Joint Infrastructure Planning and Order Assignment for On-Demand Food-Delivery Services with Coordinated Drones and Human Couriers
Yang Liu, Yitong Shang, Sen Li
TL;DR
This paper tackles the problem of coordinating ground couriers and drones within a dense urban on-demand food-delivery network while simultaneously planning the locations of launchpads and kiosks. It develops a Mixed-Integer Nonlinear Program (MINLP) to jointly optimize infrastructure deployment and the allocation of orders between ground and air delivery, and then employs a neural-network-assisted linearization to transform the problem into a tractable MILP solvable by standard solvers. The authors introduce a detailed demand-modeling approach (logit-based mode choice), a double-ended-queue and queueing framework for the interactions at launchpads and kiosks, and a comprehensive bundling mechanism to improve efficiency; they validate the method with a Hong Kong case study and real-world data, demonstrating potential cost reductions and fleet-size reductions from drone delivery, alongside nuanced delivery-time implications that depend on order distance. The work provides actionable guidance for deploying coordinated drone-ground delivery in dense cities, revealing when and where air delivery offers the most value and highlighting the critical trade-offs introduced by intermodal transfer and waiting times.
Abstract
This paper investigates the optimal infrastructure planning and order assignment problem of an on-demand food-delivery platform with a mixed fleet of drones and human couriers. The platform has two delivery modes: (a) ground delivery and (b) drone-assisted delivery (i.e., air delivery). In ground delivery, couriers directly collect and transport orders from restaurants to destinations. For air delivery, the delivery process involves three legs: initially, a human courier picks up the order from the restaurant and transports it to a nearby launchpad, where personnel load the orders onto drones and replace batteries as needed. The loaded drone then transports the order from the launchpad to a kiosk, where another courier retrieves the order from the kiosk for final delivery. The platform must determine the optimal locations for launchpads and kiosks within a transportation network, and devise an order assignment strategy that allocates food-delivery orders between ground and air delivery considering the bundling probabilities of ground deliveries and the waiting times at launchpads and kiosks. We formulate the platform's problem as a mixed-integer nonlinear program and develop a novel neural network-assisted optimization method to obtain high-quality solutions. A case study in Hong Kong validates our model and algorithm, revealing that drone delivery reduces operational costs, minimizes courier fleet size, and increases order bundling opportunities.

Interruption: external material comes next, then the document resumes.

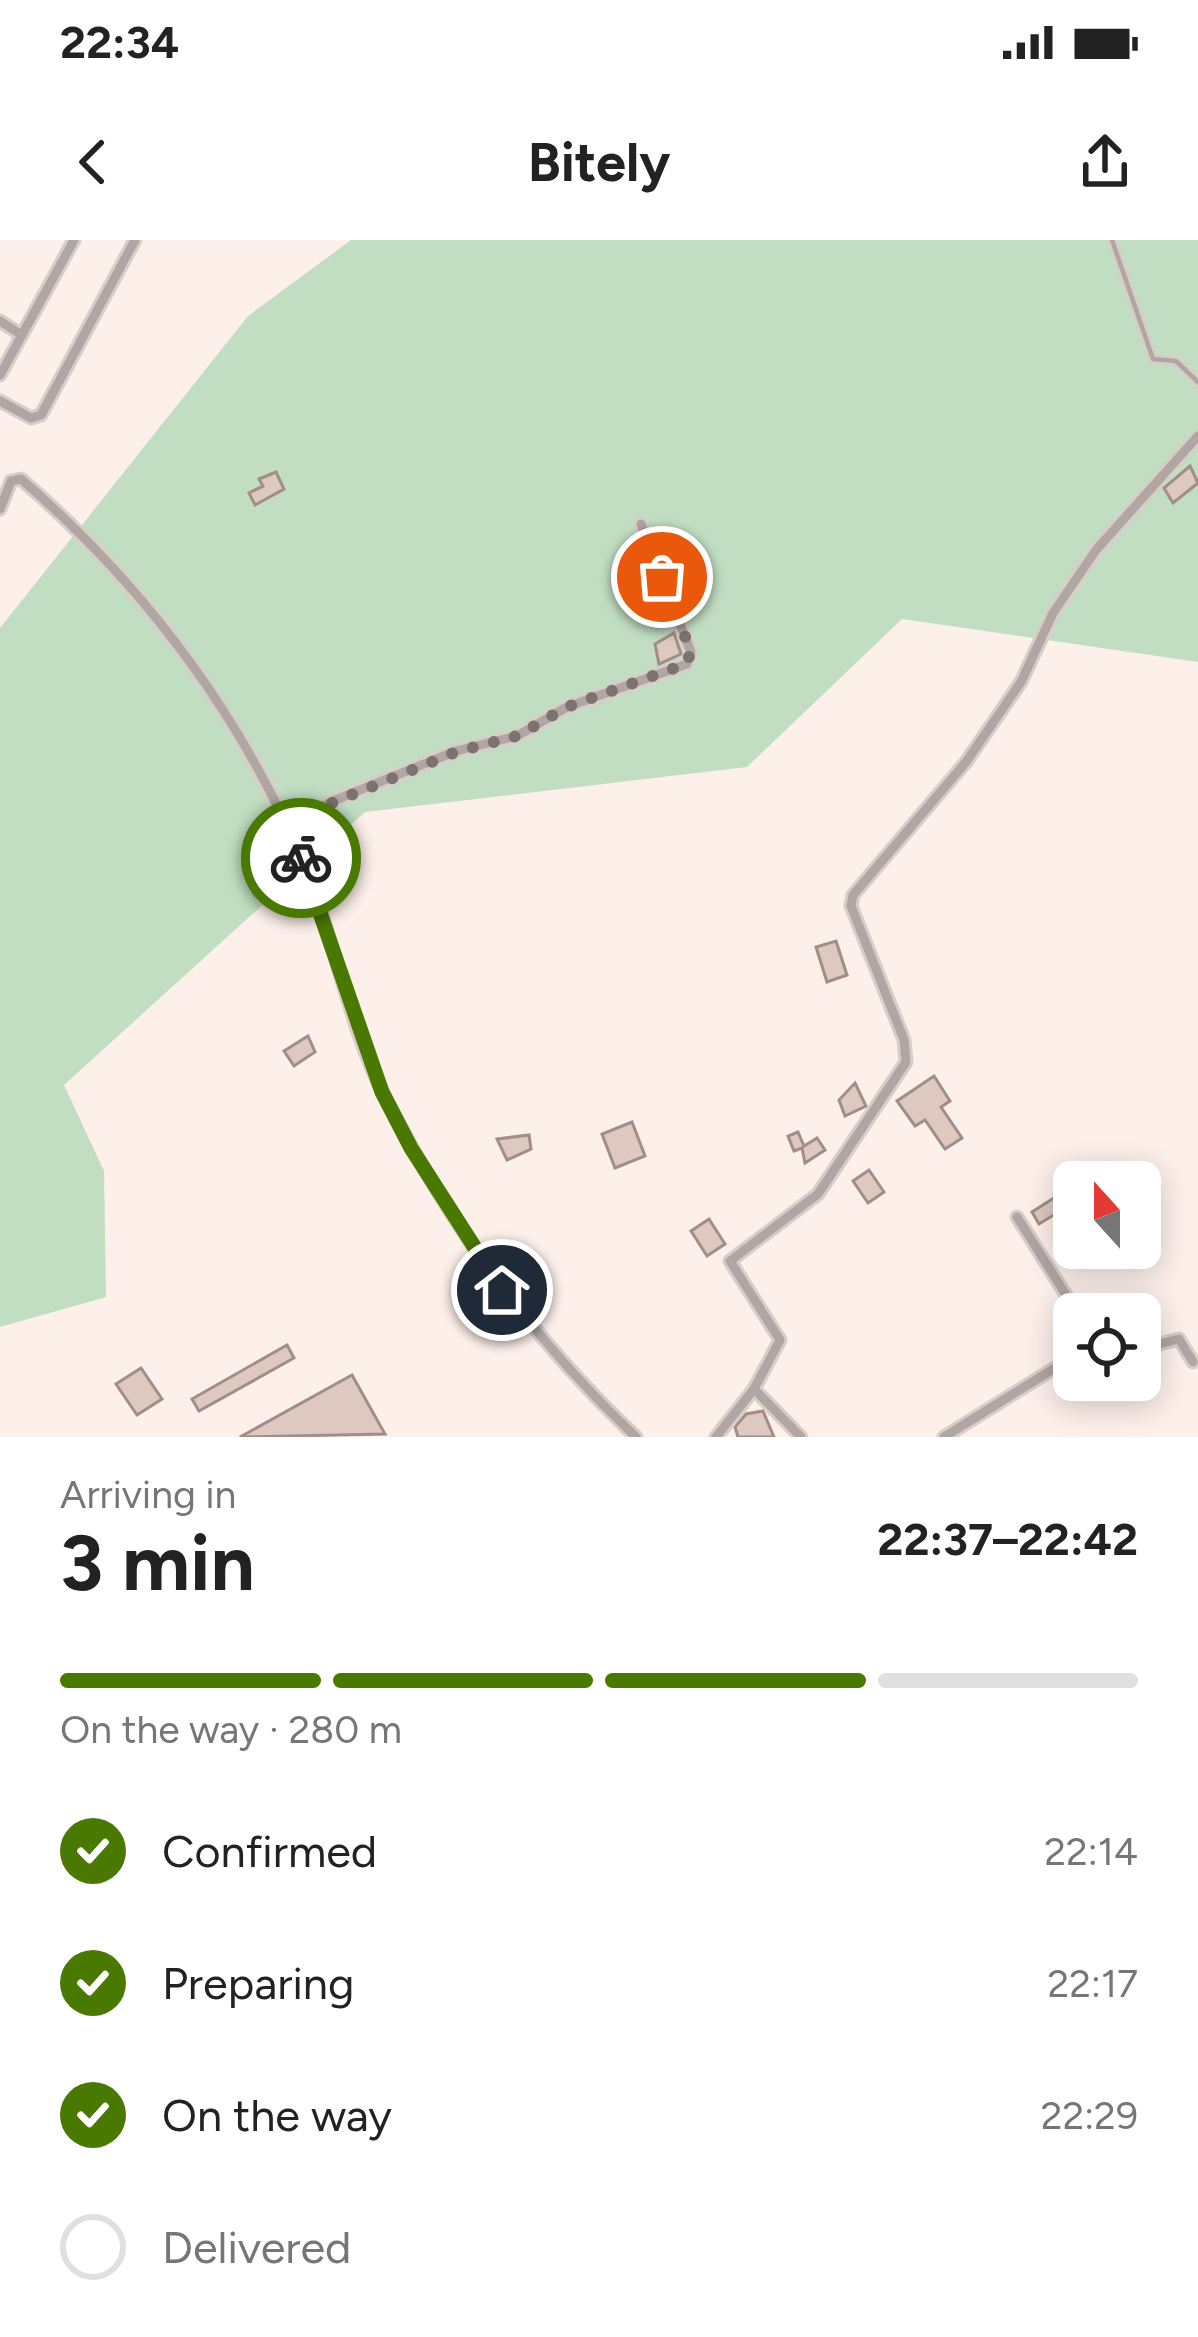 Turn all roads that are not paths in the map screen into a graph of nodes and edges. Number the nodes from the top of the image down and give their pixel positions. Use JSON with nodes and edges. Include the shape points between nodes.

We also find that the expansion of air delivery services may entail larger delivery times due to the trade-off between the travel time savings induced by the faster air delivery and the associated detours incurred by intermodal transfer and extra waiting times at launchpads and kiosks, which crucially depends on the distance of the orders and the sequence of activating long-distance air delivery routes versus short-distance ones.